Directions
Your output should be an exact copy of the records, with no pictures in it.
┏━━
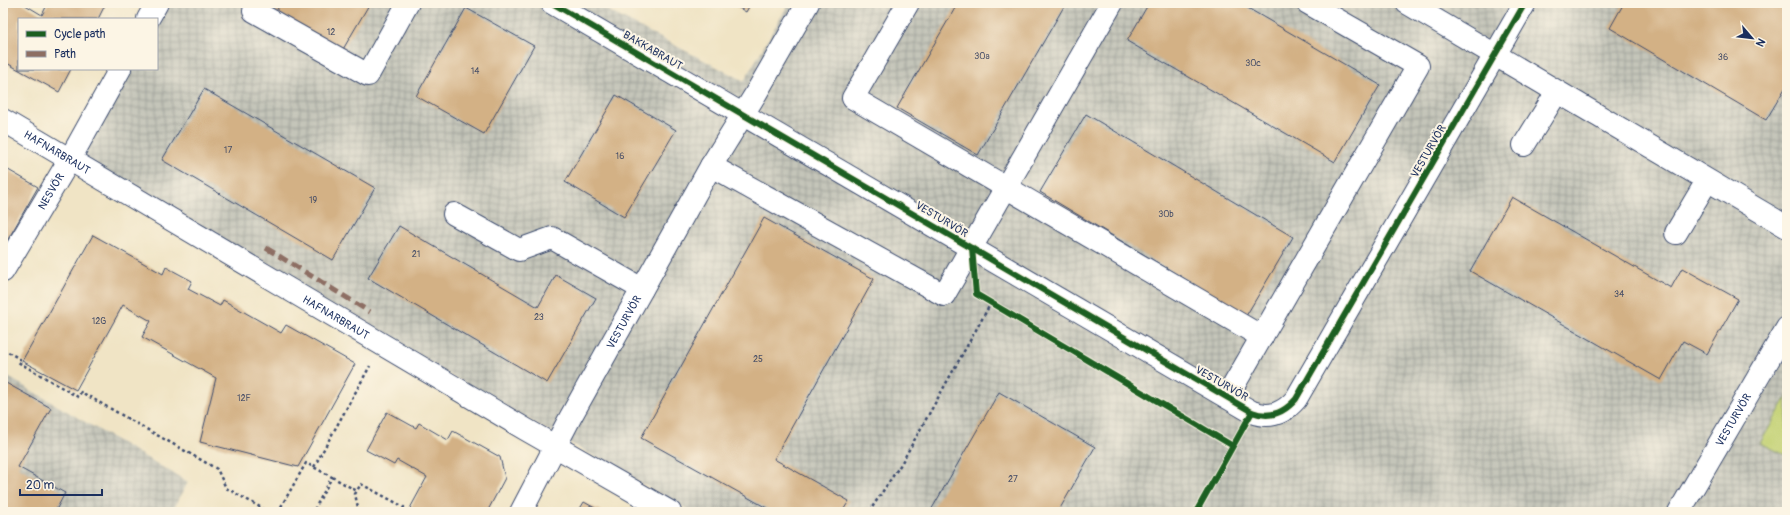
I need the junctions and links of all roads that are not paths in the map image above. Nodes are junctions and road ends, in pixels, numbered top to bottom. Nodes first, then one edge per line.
1 (157, 3) edge
2 (258, 3) edge
3 (408, 3) edge
4 (552, 3) edge
5 (808, 3) edge
6 (908, 3) edge
7 (1112, 3) edge
8 (1308, 3) edge
9 (1407, 3) edge
10 (1525, 3) edge
11 (149, 18) edge
12 (1495, 55) junction
13 (119, 70) edge
14 (1557, 92) junction
15 (743, 115) junction
16 (3, 120) edge
17 (1524, 145) dead end
18 (70, 159) junction
19 (711, 166) junction
20 (1707, 180) junction
21 (1006, 188) junction
22 (454, 214) dead end
23 (1787, 228) edge
24 (1676, 233) dead end
25 (972, 248) junction
26 (3, 271) edge
27 (642, 289) junction
28 (1787, 328) edge
29 (1262, 337) junction
30 (1228, 397) junction
31 (556, 446) junction
32 (521, 512) edge
33 (670, 512) edge
34 (1679, 512) edge

1 - 11 street
2 - 3 street
4 - 15 street, BAKKABRAUT
5 - 15 street, VESTURVÖR
6 - 21 street
7 - 21 street
8 - 29 street
9 - 12 street
10 - 12 street, VESTURVÖR
12 - 14 street
12 - 30 street, VESTURVÖR
13 - 18 street, NESVÖR
14 - 17 street
14 - 20 street
15 - 19 street, VESTURVÖR
15 - 25 street, VESTURVÖR
16 - 18 street, HAFNARBRAUT
18 - 26 street, NESVÖR
18 - 31 street, HAFNARBRAUT
19 - 25 street
19 - 27 street, VESTURVÖR
20 - 23 street
20 - 24 street
21 - 25 street
21 - 29 street
22 - 27 street
25 - 30 street, VESTURVÖR
27 - 31 street, VESTURVÖR
28 - 34 street, VESTURVÖR
29 - 30 street
31 - 32 street, VESTURVÖR
31 - 33 street, HAFNARBRAUT

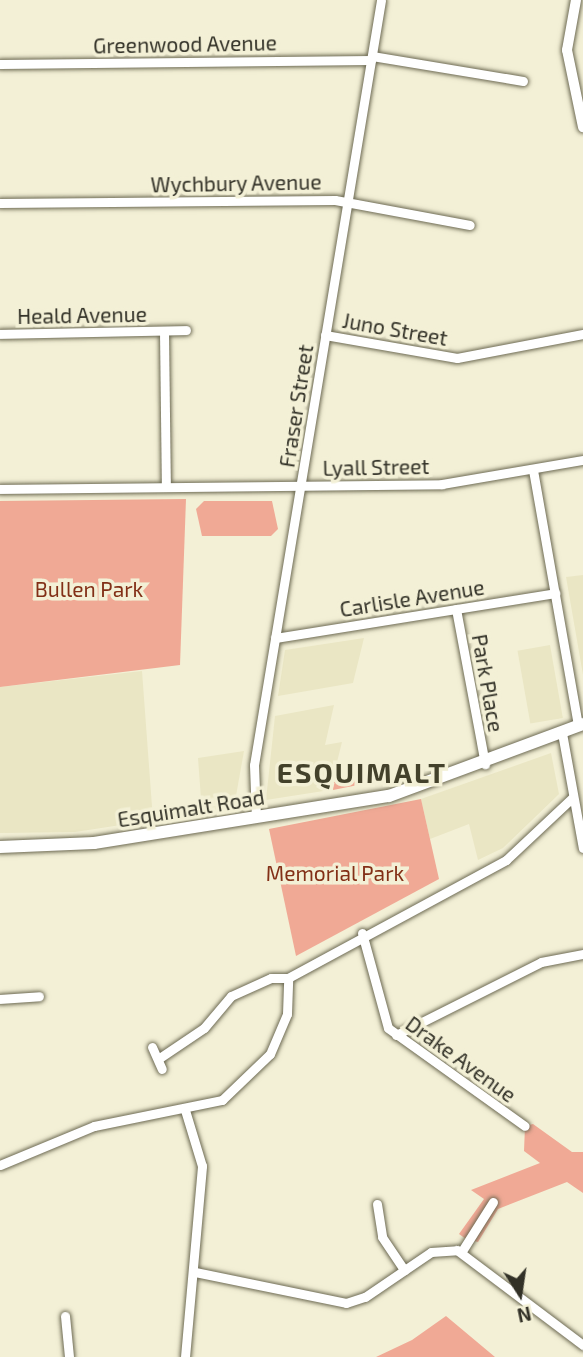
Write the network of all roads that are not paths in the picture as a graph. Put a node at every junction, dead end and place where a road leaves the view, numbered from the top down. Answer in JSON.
{"nodes":[{"id":1,"x":381,"y":0,"type":"edge"},
{"id":2,"x":576,"y":0,"type":"edge"},
{"id":3,"x":371,"y":58,"type":"junction"},
{"id":4,"x":0,"y":64,"type":"edge"},
{"id":5,"x":523,"y":81,"type":"dead end"},
{"id":6,"x":583,"y":127,"type":"edge"},
{"id":7,"x":0,"y":203,"type":"edge"},
{"id":8,"x":347,"y":203,"type":"junction"},
{"id":9,"x":470,"y":225,"type":"dead end"},
{"id":10,"x":186,"y":330,"type":"dead end"},
{"id":11,"x":164,"y":332,"type":"junction"},
{"id":12,"x":0,"y":334,"type":"edge"},
{"id":13,"x":583,"y":334,"type":"edge"},
{"id":14,"x":325,"y":335,"type":"junction"},
{"id":15,"x":583,"y":460,"type":"edge"},
{"id":16,"x":533,"y":470,"type":"junction"},
{"id":17,"x":300,"y":486,"type":"junction"},
{"id":18,"x":166,"y":487,"type":"junction"},
{"id":19,"x":0,"y":489,"type":"edge"},
{"id":20,"x":555,"y":593,"type":"junction"},
{"id":21,"x":456,"y":609,"type":"junction"},
{"id":22,"x":275,"y":638,"type":"junction"},
{"id":23,"x":581,"y":725,"type":"edge"},
{"id":24,"x":562,"y":733,"type":"junction"},
{"id":25,"x":485,"y":764,"type":"junction"},
{"id":26,"x":573,"y":797,"type":"junction"},
{"id":27,"x":256,"y":817,"type":"junction"},
{"id":28,"x":0,"y":847,"type":"edge"},
{"id":29,"x":583,"y":848,"type":"edge"},
{"id":30,"x":362,"y":933,"type":"junction"},
{"id":31,"x":583,"y":954,"type":"edge"},
{"id":32,"x":288,"y":978,"type":"junction"},
{"id":33,"x":39,"y":996,"type":"dead end"},
{"id":34,"x":0,"y":999,"type":"edge"},
{"id":35,"x":396,"y":1035,"type":"junction"},
{"id":36,"x":152,"y":1046,"type":"dead end"},
{"id":37,"x":158,"y":1059,"type":"junction"},
{"id":38,"x":162,"y":1069,"type":"dead end"},
{"id":39,"x":186,"y":1110,"type":"junction"},
{"id":40,"x":525,"y":1126,"type":"dead end"},
{"id":41,"x":0,"y":1165,"type":"edge"},
{"id":42,"x":493,"y":1202,"type":"dead end"},
{"id":43,"x":377,"y":1204,"type":"dead end"},
{"id":44,"x":462,"y":1251,"type":"junction"},
{"id":45,"x":404,"y":1270,"type":"junction"},
{"id":46,"x":195,"y":1272,"type":"junction"},
{"id":47,"x":65,"y":1316,"type":"dead end"},
{"id":48,"x":583,"y":1345,"type":"edge"},
{"id":49,"x":69,"y":1357,"type":"edge"},
{"id":50,"x":185,"y":1357,"type":"edge"}],
"edges":[{"from":1,"to":3,"type":"street","name":"Fraser Street"},
{"from":2,"to":6,"type":"street"},
{"from":3,"to":4,"type":"street","name":"Greenwood Avenue"},
{"from":3,"to":5,"type":"street","name":"Greenwood Avenue"},
{"from":3,"to":8,"type":"street","name":"Fraser Street"},
{"from":7,"to":8,"type":"street","name":"Wychbury Avenue"},
{"from":8,"to":9,"type":"street","name":"Wychbury Avenue"},
{"from":8,"to":14,"type":"street","name":"Fraser Street"},
{"from":10,"to":11,"type":"street","name":"Heald Avenue"},
{"from":11,"to":12,"type":"street","name":"Heald Avenue"},
{"from":11,"to":18,"type":"street","name":"Heald Avenue"},
{"from":13,"to":14,"type":"street","name":"Juno Street"},
{"from":14,"to":17,"type":"street","name":"Fraser Street"},
{"from":15,"to":16,"type":"street","name":"Lyall Street"},
{"from":16,"to":17,"type":"street","name":"Lyall Street"},
{"from":16,"to":20,"type":"street"},
{"from":17,"to":18,"type":"street","name":"Lyall Street"},
{"from":17,"to":22,"type":"street","name":"Fraser Street"},
{"from":18,"to":19,"type":"street","name":"Lyall Street"},
{"from":20,"to":21,"type":"street","name":"Carlisle Avenue"},
{"from":20,"to":23,"type":"street"},
{"from":21,"to":22,"type":"street","name":"Carlisle Avenue"},
{"from":21,"to":25,"type":"street","name":"Park Place"},
{"from":22,"to":27,"type":"street","name":"Fraser Street"},
{"from":23,"to":24,"type":"main road","name":"Esquimalt Road"},
{"from":24,"to":25,"type":"main road","name":"Esquimalt Road"},
{"from":24,"to":26,"type":"street"},
{"from":25,"to":27,"type":"main road","name":"Esquimalt Road"},
{"from":26,"to":29,"type":"street"},
{"from":26,"to":30,"type":"street"},
{"from":27,"to":28,"type":"main road","name":"Esquimalt Road"},
{"from":30,"to":32,"type":"street"},
{"from":30,"to":35,"type":"street","name":"Drake Avenue"},
{"from":31,"to":35,"type":"street"},
{"from":32,"to":37,"type":"street"},
{"from":32,"to":39,"type":"street"},
{"from":33,"to":34,"type":"street"},
{"from":35,"to":40,"type":"street","name":"Drake Avenue"},
{"from":36,"to":37,"type":"street"},
{"from":37,"to":38,"type":"street"},
{"from":39,"to":41,"type":"street"},
{"from":39,"to":46,"type":"street"},
{"from":42,"to":44,"type":"street"},
{"from":43,"to":45,"type":"street"},
{"from":44,"to":45,"type":"street"},
{"from":44,"to":48,"type":"street"},
{"from":45,"to":46,"type":"street"},
{"from":46,"to":50,"type":"street"},
{"from":47,"to":49,"type":"street"}]}
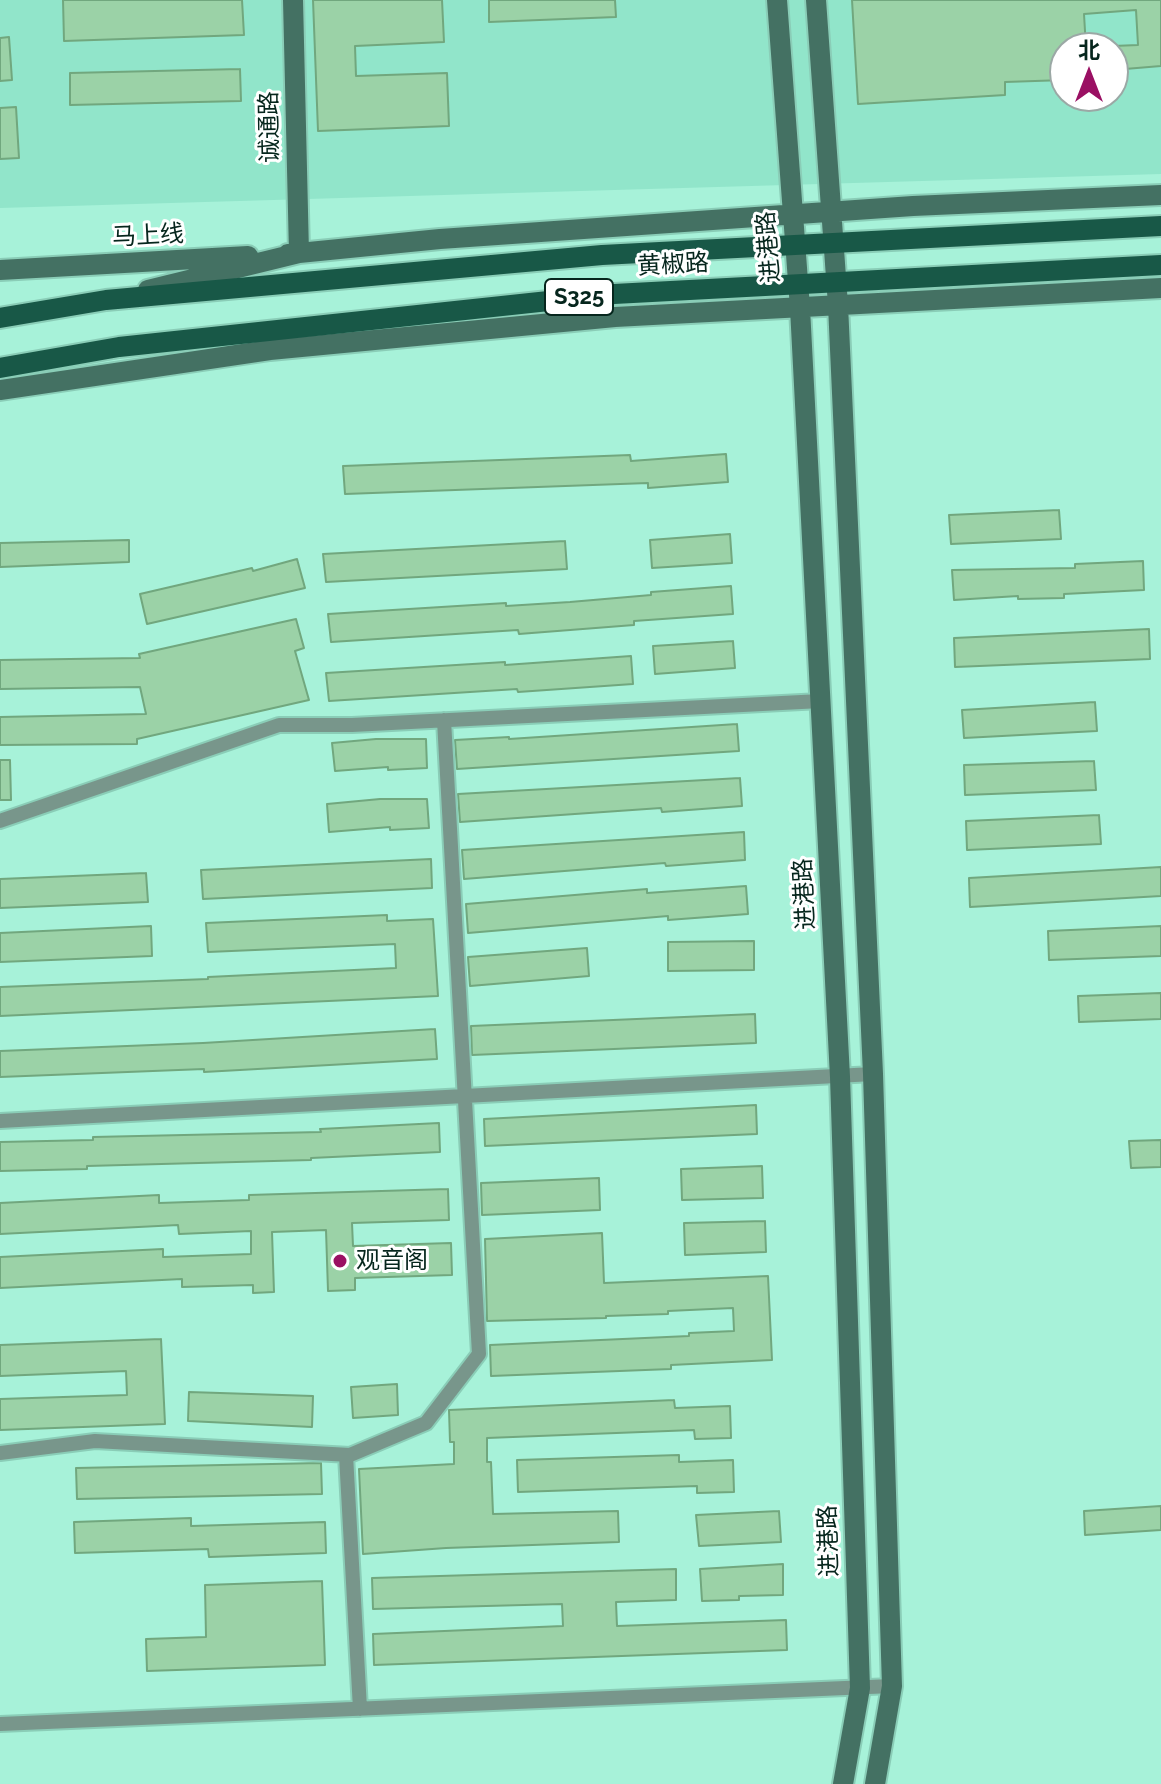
┗━━
Answer section
I need the junctions and links of all roads that are not paths in the map image above. Nodes are junctions and road ends, in pixels, numbered top to bottom. Nodes first, then one edge per line.
1 (157, 3) edge
2 (258, 3) edge
3 (408, 3) edge
4 (552, 3) edge
5 (808, 3) edge
6 (908, 3) edge
7 (1112, 3) edge
8 (1308, 3) edge
9 (1407, 3) edge
10 (1525, 3) edge
11 (149, 18) edge
12 (1495, 55) junction
13 (119, 70) edge
14 (1557, 92) junction
15 (743, 115) junction
16 (3, 120) edge
17 (1524, 145) dead end
18 (70, 159) junction
19 (711, 166) junction
20 (1707, 180) junction
21 (1006, 188) junction
22 (454, 214) dead end
23 (1787, 228) edge
24 (1676, 233) dead end
25 (972, 248) junction
26 (3, 271) edge
27 (642, 289) junction
28 (1787, 328) edge
29 (1262, 337) junction
30 (1228, 397) junction
31 (556, 446) junction
32 (521, 512) edge
33 (670, 512) edge
34 (1679, 512) edge

1 - 11 street
2 - 3 street
4 - 15 street, BAKKABRAUT
5 - 15 street, VESTURVÖR
6 - 21 street
7 - 21 street
8 - 29 street
9 - 12 street
10 - 12 street, VESTURVÖR
12 - 14 street
12 - 30 street, VESTURVÖR
13 - 18 street, NESVÖR
14 - 17 street
14 - 20 street
15 - 19 street, VESTURVÖR
15 - 25 street, VESTURVÖR
16 - 18 street, HAFNARBRAUT
18 - 26 street, NESVÖR
18 - 31 street, HAFNARBRAUT
19 - 25 street
19 - 27 street, VESTURVÖR
20 - 23 street
20 - 24 street
21 - 25 street
21 - 29 street
22 - 27 street
25 - 30 street, VESTURVÖR
27 - 31 street, VESTURVÖR
28 - 34 street, VESTURVÖR
29 - 30 street
31 - 32 street, VESTURVÖR
31 - 33 street, HAFNARBRAUT

Write the network of all roads that are not paths in the picture as a graph. Put a node at every junction, dead end and place where a road leaves the view, numbered from the top down. Answer in JSON.
{"nodes":[{"id":1,"x":381,"y":0,"type":"edge"},
{"id":2,"x":576,"y":0,"type":"edge"},
{"id":3,"x":371,"y":58,"type":"junction"},
{"id":4,"x":0,"y":64,"type":"edge"},
{"id":5,"x":523,"y":81,"type":"dead end"},
{"id":6,"x":583,"y":127,"type":"edge"},
{"id":7,"x":0,"y":203,"type":"edge"},
{"id":8,"x":347,"y":203,"type":"junction"},
{"id":9,"x":470,"y":225,"type":"dead end"},
{"id":10,"x":186,"y":330,"type":"dead end"},
{"id":11,"x":164,"y":332,"type":"junction"},
{"id":12,"x":0,"y":334,"type":"edge"},
{"id":13,"x":583,"y":334,"type":"edge"},
{"id":14,"x":325,"y":335,"type":"junction"},
{"id":15,"x":583,"y":460,"type":"edge"},
{"id":16,"x":533,"y":470,"type":"junction"},
{"id":17,"x":300,"y":486,"type":"junction"},
{"id":18,"x":166,"y":487,"type":"junction"},
{"id":19,"x":0,"y":489,"type":"edge"},
{"id":20,"x":555,"y":593,"type":"junction"},
{"id":21,"x":456,"y":609,"type":"junction"},
{"id":22,"x":275,"y":638,"type":"junction"},
{"id":23,"x":581,"y":725,"type":"edge"},
{"id":24,"x":562,"y":733,"type":"junction"},
{"id":25,"x":485,"y":764,"type":"junction"},
{"id":26,"x":573,"y":797,"type":"junction"},
{"id":27,"x":256,"y":817,"type":"junction"},
{"id":28,"x":0,"y":847,"type":"edge"},
{"id":29,"x":583,"y":848,"type":"edge"},
{"id":30,"x":362,"y":933,"type":"junction"},
{"id":31,"x":583,"y":954,"type":"edge"},
{"id":32,"x":288,"y":978,"type":"junction"},
{"id":33,"x":39,"y":996,"type":"dead end"},
{"id":34,"x":0,"y":999,"type":"edge"},
{"id":35,"x":396,"y":1035,"type":"junction"},
{"id":36,"x":152,"y":1046,"type":"dead end"},
{"id":37,"x":158,"y":1059,"type":"junction"},
{"id":38,"x":162,"y":1069,"type":"dead end"},
{"id":39,"x":186,"y":1110,"type":"junction"},
{"id":40,"x":525,"y":1126,"type":"dead end"},
{"id":41,"x":0,"y":1165,"type":"edge"},
{"id":42,"x":493,"y":1202,"type":"dead end"},
{"id":43,"x":377,"y":1204,"type":"dead end"},
{"id":44,"x":462,"y":1251,"type":"junction"},
{"id":45,"x":404,"y":1270,"type":"junction"},
{"id":46,"x":195,"y":1272,"type":"junction"},
{"id":47,"x":65,"y":1316,"type":"dead end"},
{"id":48,"x":583,"y":1345,"type":"edge"},
{"id":49,"x":69,"y":1357,"type":"edge"},
{"id":50,"x":185,"y":1357,"type":"edge"}],
"edges":[{"from":1,"to":3,"type":"street","name":"Fraser Street"},
{"from":2,"to":6,"type":"street"},
{"from":3,"to":4,"type":"street","name":"Greenwood Avenue"},
{"from":3,"to":5,"type":"street","name":"Greenwood Avenue"},
{"from":3,"to":8,"type":"street","name":"Fraser Street"},
{"from":7,"to":8,"type":"street","name":"Wychbury Avenue"},
{"from":8,"to":9,"type":"street","name":"Wychbury Avenue"},
{"from":8,"to":14,"type":"street","name":"Fraser Street"},
{"from":10,"to":11,"type":"street","name":"Heald Avenue"},
{"from":11,"to":12,"type":"street","name":"Heald Avenue"},
{"from":11,"to":18,"type":"street","name":"Heald Avenue"},
{"from":13,"to":14,"type":"street","name":"Juno Street"},
{"from":14,"to":17,"type":"street","name":"Fraser Street"},
{"from":15,"to":16,"type":"street","name":"Lyall Street"},
{"from":16,"to":17,"type":"street","name":"Lyall Street"},
{"from":16,"to":20,"type":"street"},
{"from":17,"to":18,"type":"street","name":"Lyall Street"},
{"from":17,"to":22,"type":"street","name":"Fraser Street"},
{"from":18,"to":19,"type":"street","name":"Lyall Street"},
{"from":20,"to":21,"type":"street","name":"Carlisle Avenue"},
{"from":20,"to":23,"type":"street"},
{"from":21,"to":22,"type":"street","name":"Carlisle Avenue"},
{"from":21,"to":25,"type":"street","name":"Park Place"},
{"from":22,"to":27,"type":"street","name":"Fraser Street"},
{"from":23,"to":24,"type":"main road","name":"Esquimalt Road"},
{"from":24,"to":25,"type":"main road","name":"Esquimalt Road"},
{"from":24,"to":26,"type":"street"},
{"from":25,"to":27,"type":"main road","name":"Esquimalt Road"},
{"from":26,"to":29,"type":"street"},
{"from":26,"to":30,"type":"street"},
{"from":27,"to":28,"type":"main road","name":"Esquimalt Road"},
{"from":30,"to":32,"type":"street"},
{"from":30,"to":35,"type":"street","name":"Drake Avenue"},
{"from":31,"to":35,"type":"street"},
{"from":32,"to":37,"type":"street"},
{"from":32,"to":39,"type":"street"},
{"from":33,"to":34,"type":"street"},
{"from":35,"to":40,"type":"street","name":"Drake Avenue"},
{"from":36,"to":37,"type":"street"},
{"from":37,"to":38,"type":"street"},
{"from":39,"to":41,"type":"street"},
{"from":39,"to":46,"type":"street"},
{"from":42,"to":44,"type":"street"},
{"from":43,"to":45,"type":"street"},
{"from":44,"to":45,"type":"street"},
{"from":44,"to":48,"type":"street"},
{"from":45,"to":46,"type":"street"},
{"from":46,"to":50,"type":"street"},
{"from":47,"to":49,"type":"street"}]}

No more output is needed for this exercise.